Regarding independent claim 8:
Step 2A - Prong 1: Judicial Exception Recited?: (is the claim(s) recited a judicial exception (an abstract idea enumerated in the 2019 PEG, a law of nature, or a natural phenomenon) – YES: Independent claim 8 recites the at least following limitations of “after an occurrence of an event that is a potential cause of insured losses, … to obtain image data depicting the plurality of properties, wherein the selecting is based on one or more of: (i) a type of the event, (ii) a time specified for receipt of image data, (iii) actual weather conditions, (iv) expected weather conditions, (v) a region of interest, or (vi) a size of the region of interest, …; receive, …, image data depicting the plurality of properties; access, …, previous image data depicting the plurality of properties, the previous image data for each property of the plurality of properties, prior to the occurrence of the event; based on processing the image data depicting the plurality of properties and the previous image data depicting the plurality of properties, determine a damage severity level for each property of the plurality of properties; and display, …, a map depicting (i) a first portion of properties, of the plurality of properties, having a first damage severity level, and (ii) a second portion of properties, of the plurality of properties, having a second damage severity level; and process an insurance claim associated with a particular property of the plurality of properties based at least upon a damage severity level of the particular property.” These recited limitations of the claim, as drafted, under its broadest reasonable interpretation, fall within the “Certain Methods of Organizing Human Activity” grouping of abstract ideas as they cover performance of the limitations in fundamental economic principles or practices (including insurance) for processing an insurance claim associated with a particular property of the plurality of properties based at least upon a damage severity level of the particular property. Accordingly, the claim recites an abstract idea.

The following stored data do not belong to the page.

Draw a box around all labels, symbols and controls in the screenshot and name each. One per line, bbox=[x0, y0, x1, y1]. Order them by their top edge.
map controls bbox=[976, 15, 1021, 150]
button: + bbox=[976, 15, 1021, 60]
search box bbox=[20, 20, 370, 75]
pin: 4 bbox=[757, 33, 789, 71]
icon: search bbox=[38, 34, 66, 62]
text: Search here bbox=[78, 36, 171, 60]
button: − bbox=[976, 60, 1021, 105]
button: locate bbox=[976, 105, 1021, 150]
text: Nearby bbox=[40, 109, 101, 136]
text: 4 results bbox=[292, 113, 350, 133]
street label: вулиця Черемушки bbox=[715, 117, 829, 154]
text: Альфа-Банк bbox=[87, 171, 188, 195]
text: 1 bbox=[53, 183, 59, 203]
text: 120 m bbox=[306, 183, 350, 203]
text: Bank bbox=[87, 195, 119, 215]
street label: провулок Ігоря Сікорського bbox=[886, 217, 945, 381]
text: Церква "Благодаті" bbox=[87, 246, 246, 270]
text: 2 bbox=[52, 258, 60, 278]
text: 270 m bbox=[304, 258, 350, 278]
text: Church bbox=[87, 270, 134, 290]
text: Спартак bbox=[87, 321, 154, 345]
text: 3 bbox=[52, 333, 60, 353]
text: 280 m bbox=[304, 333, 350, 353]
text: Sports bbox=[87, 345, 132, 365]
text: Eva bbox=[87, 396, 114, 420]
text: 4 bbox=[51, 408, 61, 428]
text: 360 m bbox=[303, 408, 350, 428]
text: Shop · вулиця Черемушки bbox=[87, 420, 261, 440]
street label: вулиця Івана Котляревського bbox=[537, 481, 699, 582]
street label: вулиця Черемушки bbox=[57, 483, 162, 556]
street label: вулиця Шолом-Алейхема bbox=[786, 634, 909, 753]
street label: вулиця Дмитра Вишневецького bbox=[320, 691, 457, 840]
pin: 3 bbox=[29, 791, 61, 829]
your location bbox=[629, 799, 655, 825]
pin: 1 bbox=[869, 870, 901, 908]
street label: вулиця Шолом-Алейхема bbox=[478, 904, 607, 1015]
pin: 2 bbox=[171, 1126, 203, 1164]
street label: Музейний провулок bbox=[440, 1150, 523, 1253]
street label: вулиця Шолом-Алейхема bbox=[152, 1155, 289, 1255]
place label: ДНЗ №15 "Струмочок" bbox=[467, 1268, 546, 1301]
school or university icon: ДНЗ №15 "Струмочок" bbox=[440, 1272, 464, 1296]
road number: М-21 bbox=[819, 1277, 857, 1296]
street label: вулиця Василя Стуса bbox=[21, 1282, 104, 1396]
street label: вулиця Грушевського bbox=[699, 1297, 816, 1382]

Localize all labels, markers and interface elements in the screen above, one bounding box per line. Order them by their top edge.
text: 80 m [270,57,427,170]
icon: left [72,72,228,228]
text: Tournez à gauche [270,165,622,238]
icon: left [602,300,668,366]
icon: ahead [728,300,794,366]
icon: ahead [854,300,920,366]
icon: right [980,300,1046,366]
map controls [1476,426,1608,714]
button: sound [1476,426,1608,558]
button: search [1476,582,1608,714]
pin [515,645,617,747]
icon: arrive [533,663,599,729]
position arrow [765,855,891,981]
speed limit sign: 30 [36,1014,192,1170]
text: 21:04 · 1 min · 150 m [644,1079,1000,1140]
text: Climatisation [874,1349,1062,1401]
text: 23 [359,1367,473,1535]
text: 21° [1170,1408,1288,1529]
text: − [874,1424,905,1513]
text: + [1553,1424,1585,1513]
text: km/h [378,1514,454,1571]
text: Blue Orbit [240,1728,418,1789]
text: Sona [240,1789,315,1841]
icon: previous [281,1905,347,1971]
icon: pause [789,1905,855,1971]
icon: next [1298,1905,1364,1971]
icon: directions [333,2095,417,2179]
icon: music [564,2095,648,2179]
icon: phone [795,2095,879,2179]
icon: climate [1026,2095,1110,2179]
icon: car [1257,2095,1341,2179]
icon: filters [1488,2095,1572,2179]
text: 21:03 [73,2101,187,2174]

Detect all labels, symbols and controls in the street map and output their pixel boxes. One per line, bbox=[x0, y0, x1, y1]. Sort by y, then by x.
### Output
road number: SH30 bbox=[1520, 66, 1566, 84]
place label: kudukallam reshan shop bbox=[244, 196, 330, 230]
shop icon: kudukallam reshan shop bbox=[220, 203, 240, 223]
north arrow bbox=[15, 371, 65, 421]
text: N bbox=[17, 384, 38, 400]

Step 2A - Prong 2: Integrated into a Practical Application?: (is the claim(s) recited additional elements that integrate the exception into a practical application of the exception) - NO: This judicial exception is not integrated into a practical application. In particular, independent claim 8 further to the abstract idea includes additional elements of “a manned aircraft”, “a satellite”, “an unmanned aircraft system (UAS)”, “a user interface”, “a memory”, “one or more processors”, “at least one network connections”, “at least one image capturing device”, “an aerial platform”, and “a graphical user interface”. However, the additional elements recite generic computer components such as a computer, computing devices, a server, and/or software programing that are recited a high-level of generality that merely perform, conduct, carry out, implement, and/or narrow the abstract idea itself. Accordingly, the additional elements evaluated individually and in combination do not integrate the abstract idea into a practical application because they comprise or include limitations that are not indicative of integration into a practical application such as adding the words "apply it" (or an equivalent) with the judicial exception, or mere instructions to implement an abstract idea on a computer, or merely uses a computer as a tool to perform an abstract idea -- See MPEP 2106.05(f). The claim is directed to an abstract idea.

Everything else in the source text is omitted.